The Missing Link between Mad and Real

 

            While reading, I did not feel connected with the world Carroll created. All of its inhabitants, the preoccupied hare, the mad hatter, the queen of hearts, the mock turtle, and others, never really struck a connection with me (besides some parts of the hare who’s crunched with time). For this reason, I believe that there is a necessary link that should be established between the “mad” world and ours. Alice is the connection because of her ability to leap from one side to another, never remaining on either.

            There are some times when she may seem too “mad” or dimwitted to be likable in our society. Even though she is a child, our society today would frown upon the way she acts, given the standards that we hold so high. In our world, we already begin to shape the minds of our children from the day they learned to talk. To some extremes, some parents may even have already begun preparing their six year old kids for the SATs. That is why Alice is different. While some of us may even diagnose her with a severe case of attention deficit disorder, she is not like us today. We are considered “tame” and “civilized”—almost to a point where we lack sympathetic imagination and a connection with our surroundings. She is something else.
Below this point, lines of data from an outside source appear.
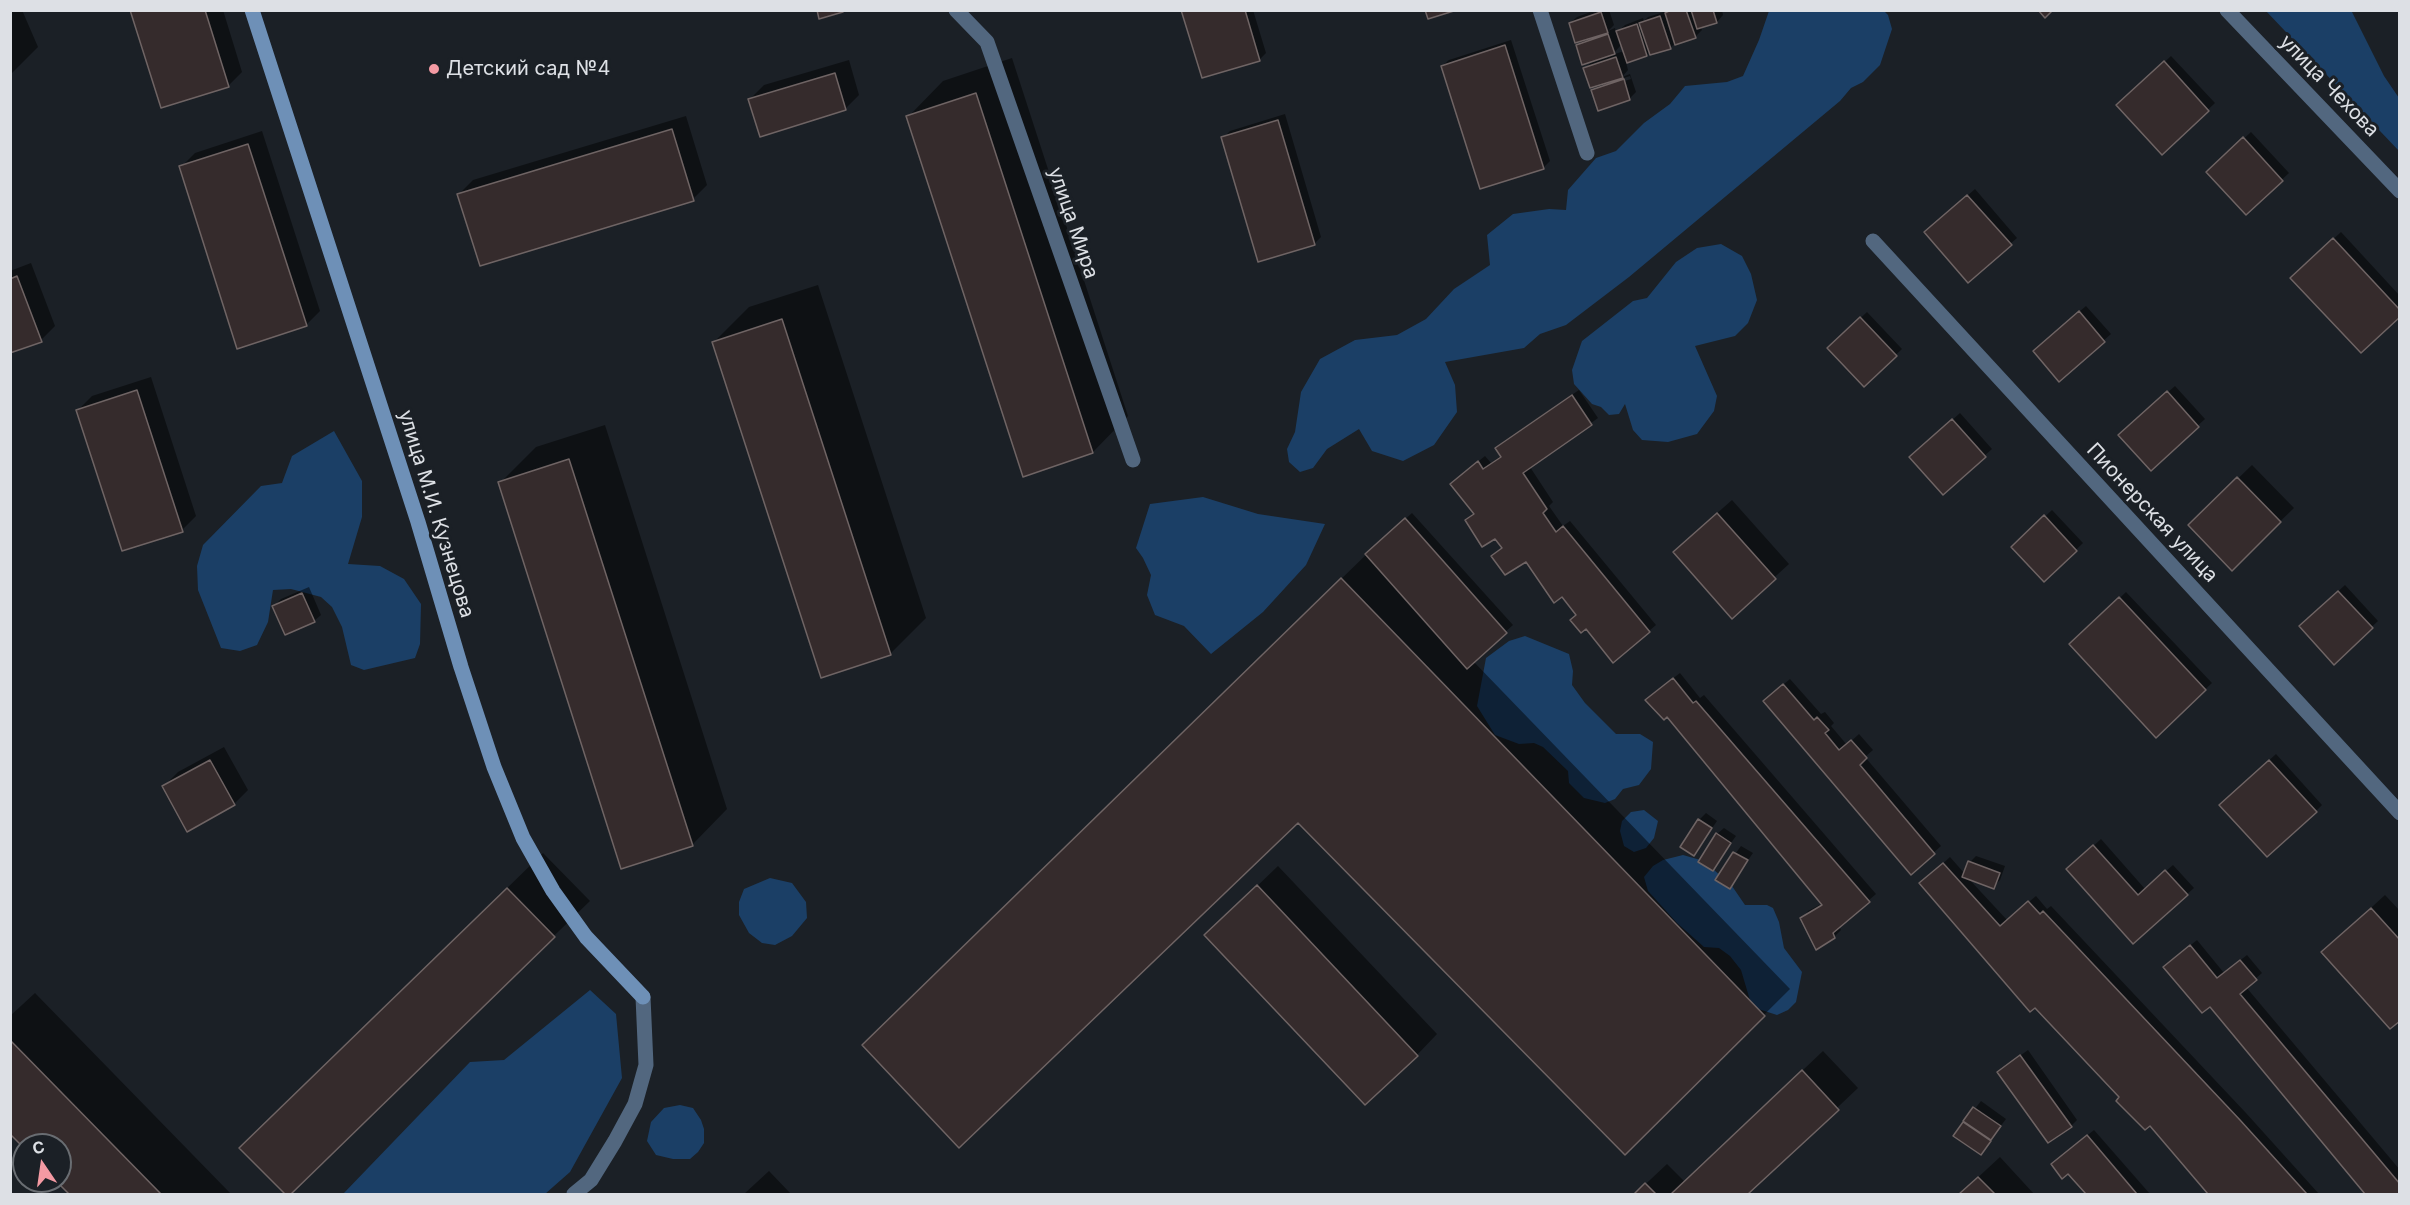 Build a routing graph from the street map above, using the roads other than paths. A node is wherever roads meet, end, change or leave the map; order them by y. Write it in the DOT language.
graph roads {
  1 [pos="252,10"];
  2 [pos="956,10"];
  3 [pos="1540,10"];
  4 [pos="2227,10"];
  5 [pos="1587,153"];
  6 [pos="2400,191"];
  7 [pos="1873,241"];
  8 [pos="1133,460"];
  9 [pos="2400,813"];
  10 [pos="574,1194"];
  1 -- 10 [label="street, улица М.И. Кузнецова"];
  2 -- 8 [label="street, улица Мира"];
  3 -- 5 [label="street"];
  4 -- 6 [label="street, улица Чехова"];
  7 -- 9 [label="street, Пионерская улица"];
} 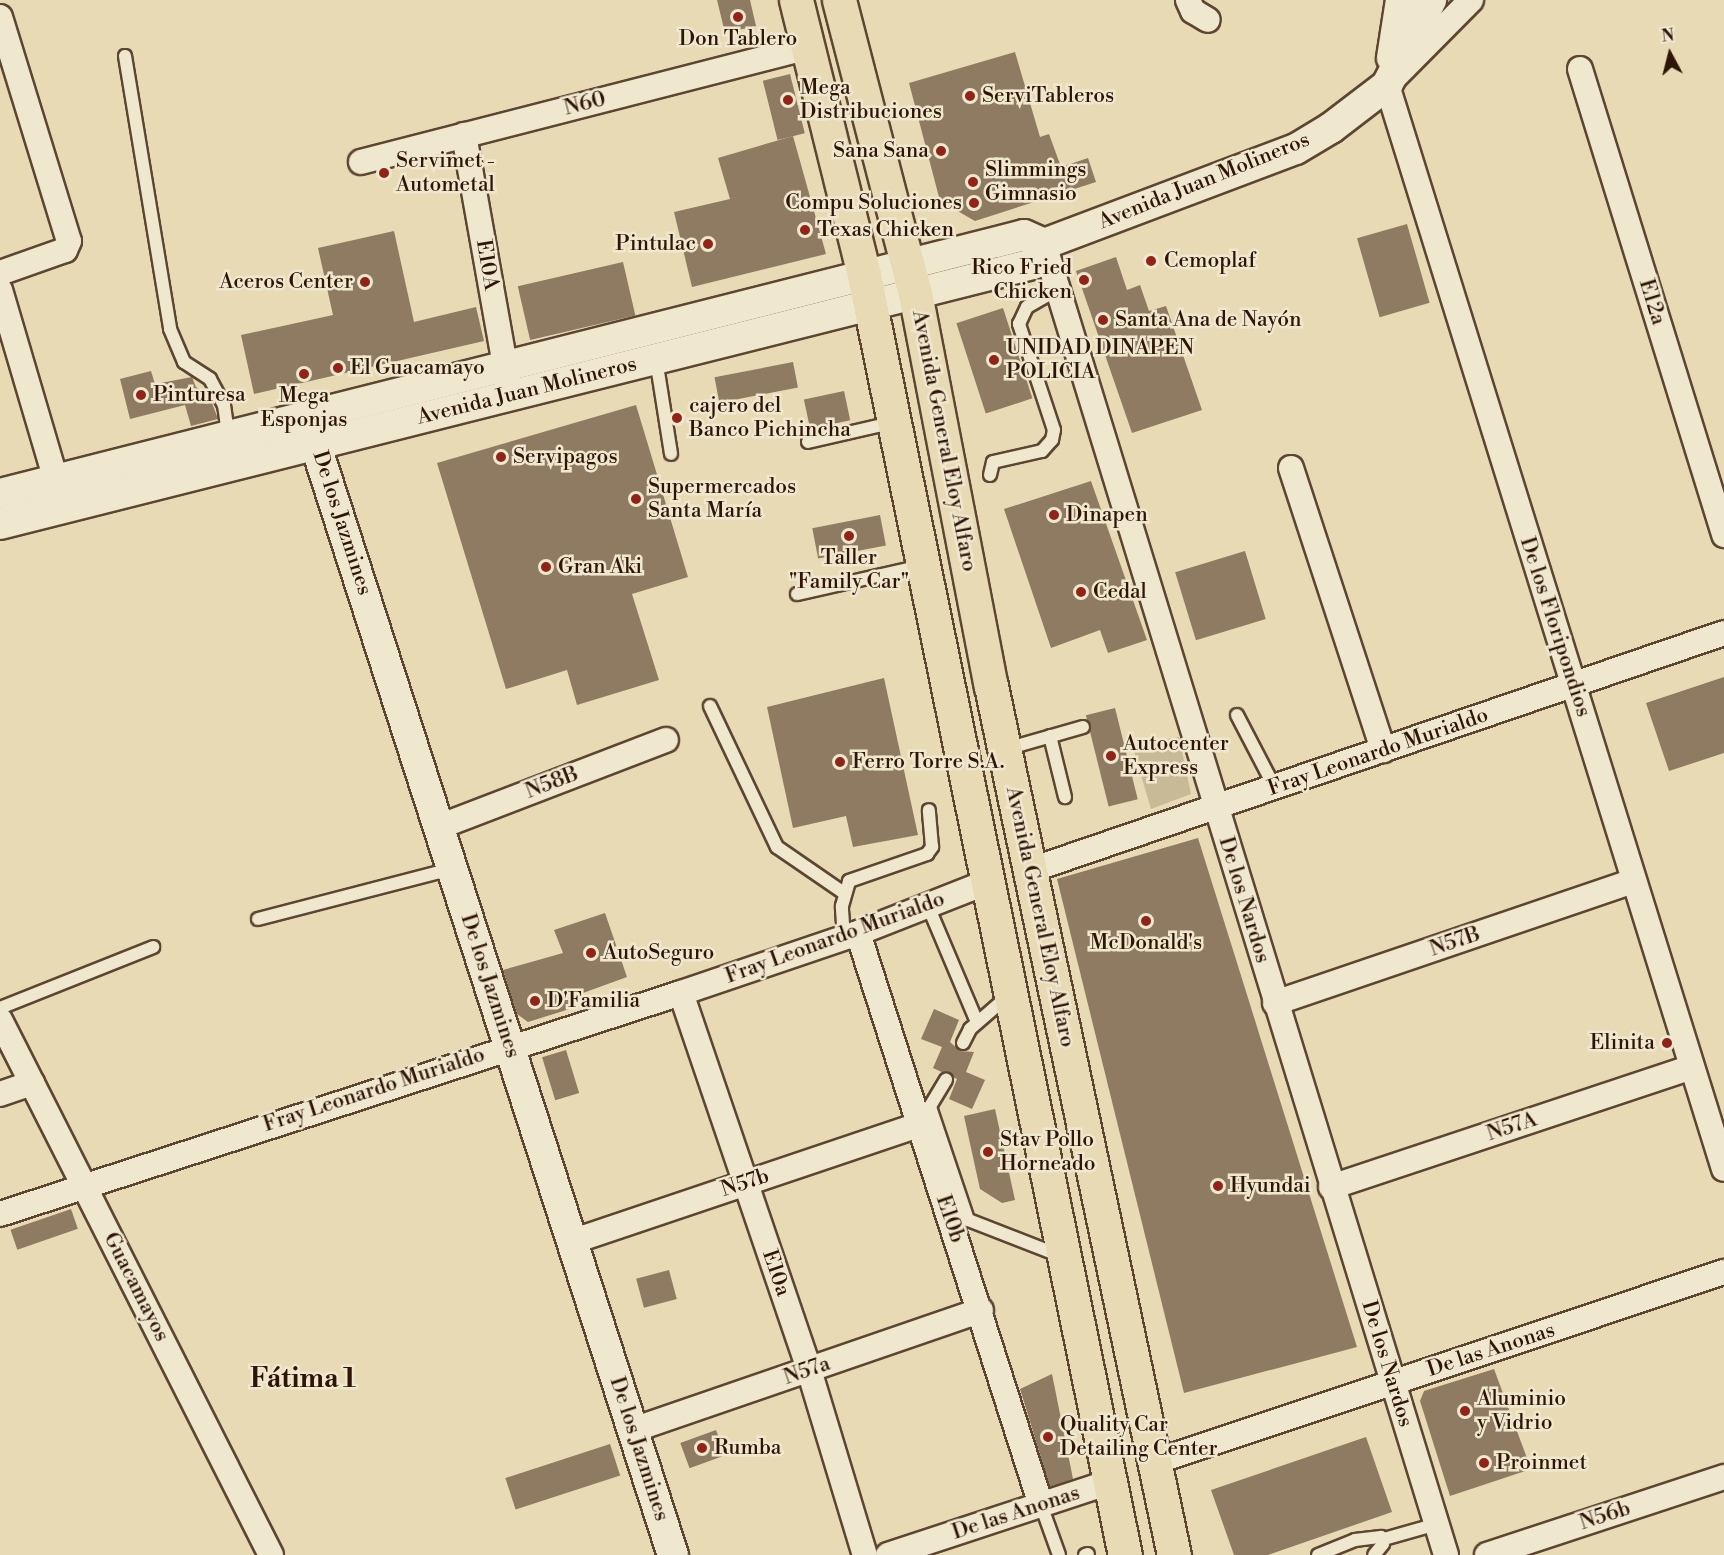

            An example that can be used to compare Alice to ourselves is the instance where she joins the Mad Hatter, Hare, and the Dormouse in a tea party. While the dormouse tries to tell a story, Alice interrupts him with questions. When the dormouse is irritated and refuses to tell his tale, Alice quickly apologizes and promises: “No, please go on! I wo’n’t interrupt you again.” However, when the animal continues with his story, he is interrupted again by Alice, “quite forgetting her promise.” (Carroll, 76) If we were to put ourselves in Alice’s situation, it would be safe to say that we’d listen intently and stick to our word. Alice is “madder” than we are.

            Though she is madder, she is not mad enough to match the rest of the characters in Wonderland.  In fact, if one were to compare her with them, they would say that she is more like us instead of “mad.” In her first confrontation with the Queen of hearts, she is asked about the three gardeners were faced downwards. When Alice replies that she doesn’t know, the queen orders her decapitated. Immediately, Alice shouts that the order is “‘Nonsense!’ very loudly and decidedly.”(Carroll, 82) If Alice were “mad” like the others in Wonderland, one would argue that she would not really have very serious take on the subject of death. While the inhabitants of Wonderland show a kind of apathy towards dying, Alice acknowledges that it is almost a grave matter. She expresses this near the beginning of the first book when she is afraid of dropping the Orange Marmalade jar “for fear of killing someone underneath.”(Carroll, 13) Alice’s cognizance of death sets her apart from the rest of the Mad world. Thus she does not belong their either.

            So where does Alice end up on the real to mad scale? She’s in the middle. She is the link between us and the mad world and vice-versa. Alice is too mad to exist in our world and too reasonable to exist in Wonderland.